Requirement
All the lines below need to be transcribed exactly. Pictures get left out.

Stored data entries
++++++++

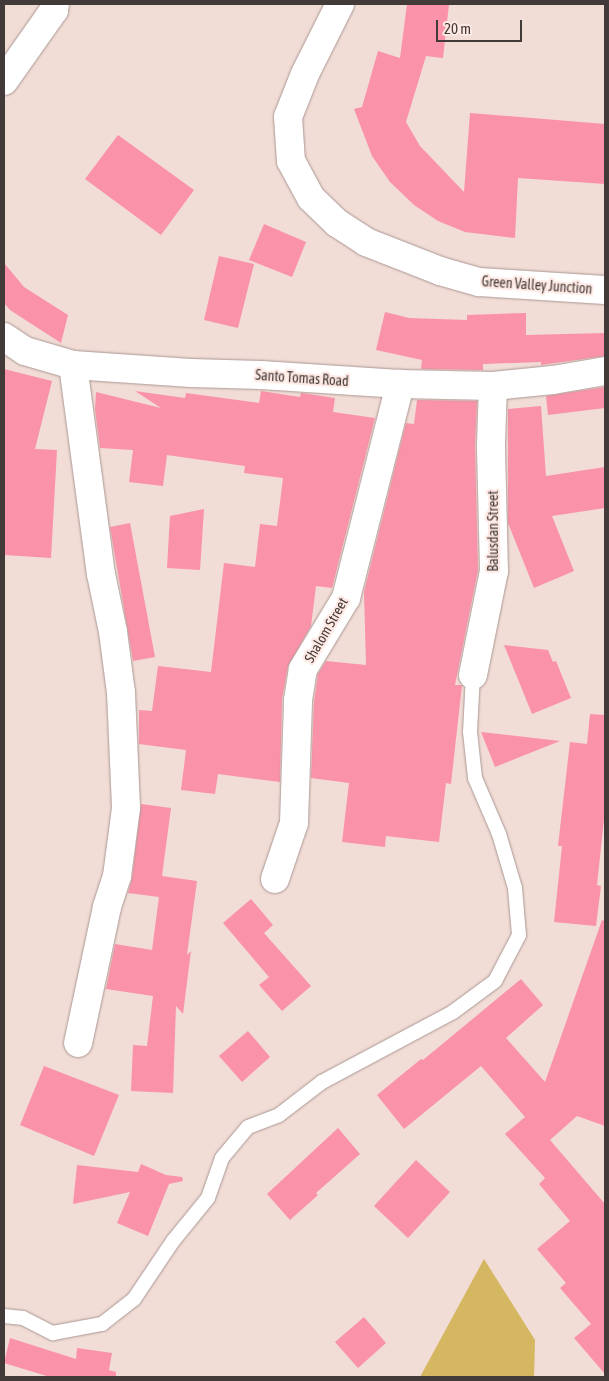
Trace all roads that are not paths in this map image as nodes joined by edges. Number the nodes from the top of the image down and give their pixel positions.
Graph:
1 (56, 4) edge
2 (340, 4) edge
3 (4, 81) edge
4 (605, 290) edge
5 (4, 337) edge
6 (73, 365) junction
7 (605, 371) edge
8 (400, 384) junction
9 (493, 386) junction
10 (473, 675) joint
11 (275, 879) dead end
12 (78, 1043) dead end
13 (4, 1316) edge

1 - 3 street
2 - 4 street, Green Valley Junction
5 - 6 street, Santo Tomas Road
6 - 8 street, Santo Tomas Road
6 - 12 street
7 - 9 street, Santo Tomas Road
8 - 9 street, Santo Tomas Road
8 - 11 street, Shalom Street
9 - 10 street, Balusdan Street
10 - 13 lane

++++++++

Task answer
Trace all roads that are not paths in this map image as nodes joined by edges. Number the nodes from the top of the image down and give their pixel positions.
Graph:
1 (56, 4) edge
2 (340, 4) edge
3 (4, 81) edge
4 (605, 290) edge
5 (4, 337) edge
6 (73, 365) junction
7 (605, 371) edge
8 (400, 384) junction
9 (493, 386) junction
10 (473, 675) joint
11 (275, 879) dead end
12 (78, 1043) dead end
13 (4, 1316) edge

1 - 3 street
2 - 4 street, Green Valley Junction
5 - 6 street, Santo Tomas Road
6 - 8 street, Santo Tomas Road
6 - 12 street
7 - 9 street, Santo Tomas Road
8 - 9 street, Santo Tomas Road
8 - 11 street, Shalom Street
9 - 10 street, Balusdan Street
10 - 13 lane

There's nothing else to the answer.